On the same day, but later, after the Police had discovered a recently-fired muzzle-loading gun in accused's possession, Trooper Sotiri found a line of foot-prints leading from deceased's mandra to accused's mandra. Agapios says that in the neighbourhood of deceased's mandra there were various foot-prints caused by numerous villagers who had come to the scene of the murder. This witness, on the following day, 22nd January, went with Inspector Jemal and his party following the line of foot-prints leading away from the pile of stones at deceased's. He states that the marks were in exactly the same condition as when he followed them the day before. Here we would observe that it certainly was a vital point in the case for the prosecution to prove that the foot-prints and their condition were on the 22nd January exactly the same as when they were first seen immediately following the discovery of the murder, and for this reason Counsel for the Crown asked every witness who was there on both these days whether that were so, and in every case the answer was in the affirmative. In our view such a vital point essential to be proved, if any conviction was to be based on the foot-prints, should have been established not merely by the recollection of Police and other witnesses of what they saw the day before, but by positive evidence that there could have been no opportunity for anyone to tamper with the existing foot-prints or conveniently add others to connect and improve the chain. Ill his re-examination lie says that at Asproyi Inspector Jemal made a cast of one of the foot-prints that was there on the previous day. Unless he specially noted and marked this particular foot-print-and there is no evidence that he did-he could not possibly say whether the foot-print from which Exh. 6 was taken was there the day before, or whether its condition on the two days was the same.

Some two hours after L/Cpl. Agapios and Bairam Tahir had followed the foot-prints to "Yerokarka," Trooper Sotiri came to deceased's mandra; he saw a line of foot-prints leading away from the pile of stones, which he followed with Rural Constable Karletti and Bairam Tahir to accused's mandra.

Inspector Jemal arrived at deceased's mandra on the afternoon of the 21st, and alleges he saw not only the line of foot-prints leading away from the pile of stones which were seen and followed earlier in the day by L/Cpl. Agapios and shortly after by Trooper Sotiri, but also a line of footprints approaching the pile of stones. The evidence of L/Cpl. Agapios and Trooper Sotiri is that six or eight hours earlier their examination showed only one line of foot-prints, viz., that leading away from the pile of stones. L/Cpl. Agapios says definitely that he did not see any other foot-prints except the line of foot-prints leading away from the mandra.
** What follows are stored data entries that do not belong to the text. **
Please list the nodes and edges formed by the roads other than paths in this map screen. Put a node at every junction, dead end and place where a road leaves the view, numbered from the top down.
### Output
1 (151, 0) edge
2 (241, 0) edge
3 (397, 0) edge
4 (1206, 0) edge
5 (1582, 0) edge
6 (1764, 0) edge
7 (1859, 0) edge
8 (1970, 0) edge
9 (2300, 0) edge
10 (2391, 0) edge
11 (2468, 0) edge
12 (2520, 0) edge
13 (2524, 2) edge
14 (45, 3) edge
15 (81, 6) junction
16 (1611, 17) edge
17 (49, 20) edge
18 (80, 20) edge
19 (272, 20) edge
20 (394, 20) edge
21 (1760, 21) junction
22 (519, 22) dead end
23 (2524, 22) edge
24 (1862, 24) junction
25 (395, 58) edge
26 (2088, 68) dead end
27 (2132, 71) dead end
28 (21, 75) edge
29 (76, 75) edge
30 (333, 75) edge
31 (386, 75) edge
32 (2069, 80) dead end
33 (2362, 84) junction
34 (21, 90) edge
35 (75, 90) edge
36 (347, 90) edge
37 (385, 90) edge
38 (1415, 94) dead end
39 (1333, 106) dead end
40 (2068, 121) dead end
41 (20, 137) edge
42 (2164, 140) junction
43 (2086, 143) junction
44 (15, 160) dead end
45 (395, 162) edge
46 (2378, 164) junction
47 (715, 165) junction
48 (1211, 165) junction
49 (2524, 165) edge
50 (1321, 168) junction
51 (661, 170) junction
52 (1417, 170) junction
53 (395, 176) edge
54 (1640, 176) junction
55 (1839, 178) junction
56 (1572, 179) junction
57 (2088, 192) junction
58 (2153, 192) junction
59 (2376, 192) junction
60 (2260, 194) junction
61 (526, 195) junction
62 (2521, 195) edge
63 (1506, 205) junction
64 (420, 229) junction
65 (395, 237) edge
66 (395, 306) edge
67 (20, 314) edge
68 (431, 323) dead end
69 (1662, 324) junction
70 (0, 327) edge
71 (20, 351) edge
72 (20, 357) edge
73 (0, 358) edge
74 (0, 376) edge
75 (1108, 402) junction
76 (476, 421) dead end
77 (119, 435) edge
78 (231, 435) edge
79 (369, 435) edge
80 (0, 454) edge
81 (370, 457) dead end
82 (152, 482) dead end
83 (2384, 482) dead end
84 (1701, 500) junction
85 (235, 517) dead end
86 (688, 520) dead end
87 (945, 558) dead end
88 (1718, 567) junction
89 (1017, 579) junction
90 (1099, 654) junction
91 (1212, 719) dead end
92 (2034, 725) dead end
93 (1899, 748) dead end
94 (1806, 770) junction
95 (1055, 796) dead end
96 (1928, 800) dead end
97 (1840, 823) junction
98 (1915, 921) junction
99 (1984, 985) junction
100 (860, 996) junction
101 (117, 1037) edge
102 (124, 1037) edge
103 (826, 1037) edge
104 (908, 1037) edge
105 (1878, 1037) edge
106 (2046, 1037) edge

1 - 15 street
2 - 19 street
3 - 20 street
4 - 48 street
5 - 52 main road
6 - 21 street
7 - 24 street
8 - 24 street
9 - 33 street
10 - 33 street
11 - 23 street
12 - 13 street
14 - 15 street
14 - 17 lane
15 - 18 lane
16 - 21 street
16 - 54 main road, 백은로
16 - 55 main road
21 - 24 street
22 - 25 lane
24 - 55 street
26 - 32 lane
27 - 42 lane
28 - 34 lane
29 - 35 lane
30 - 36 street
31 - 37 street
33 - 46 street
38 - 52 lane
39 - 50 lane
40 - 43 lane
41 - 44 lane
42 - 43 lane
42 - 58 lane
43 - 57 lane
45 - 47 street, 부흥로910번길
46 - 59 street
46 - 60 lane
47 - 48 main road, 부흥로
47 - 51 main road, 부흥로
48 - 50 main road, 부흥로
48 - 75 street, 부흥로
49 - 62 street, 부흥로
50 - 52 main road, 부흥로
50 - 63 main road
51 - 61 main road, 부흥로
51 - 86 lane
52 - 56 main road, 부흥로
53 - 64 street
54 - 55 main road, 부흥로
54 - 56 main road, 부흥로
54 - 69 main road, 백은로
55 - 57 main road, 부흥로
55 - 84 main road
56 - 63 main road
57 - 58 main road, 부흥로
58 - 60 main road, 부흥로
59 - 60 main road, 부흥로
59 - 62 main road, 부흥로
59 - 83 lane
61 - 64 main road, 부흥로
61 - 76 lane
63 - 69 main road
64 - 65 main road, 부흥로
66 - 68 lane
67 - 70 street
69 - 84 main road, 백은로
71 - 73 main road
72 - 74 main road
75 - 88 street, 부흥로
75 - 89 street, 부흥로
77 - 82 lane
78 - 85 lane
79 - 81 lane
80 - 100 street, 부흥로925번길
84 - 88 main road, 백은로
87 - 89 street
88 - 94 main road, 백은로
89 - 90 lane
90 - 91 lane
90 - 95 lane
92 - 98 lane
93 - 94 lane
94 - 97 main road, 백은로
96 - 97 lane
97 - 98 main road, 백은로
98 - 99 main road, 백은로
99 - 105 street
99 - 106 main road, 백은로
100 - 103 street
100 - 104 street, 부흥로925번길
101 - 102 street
Trooper Sotiri says he saw tracks of a person going away from the pile of stones. "I could follow this trail distinctly and easily ", he says, "because this was the only set of prints made after the rain." Two such clear statements by the persons first on the scene, and first to examine the mandra and search for foot-prints, throw very great doubt on Inspector Jemal's evidence that on the same afternoon he saw two lines of foot-prints, one leading away from the pile of stones, the other approaching it, except on the supposition that the second line of foot-prints, viz., that approaching deceased's mandra, was made in the six or eight hours interval between the examination of the mandra in the morning by L/Cpl. Agapios and Trooper Sotiri and the arrival of the Inspector about 4 in the afternoon. It is in evidence that on the 21st the accused was taken from his mandra to the Evdhimou Police Station wearing the same boots, and judging from the evidence as to the various localities, the possibility is not excluded of his having passed near deceased's mandra on his way to Evdhimou.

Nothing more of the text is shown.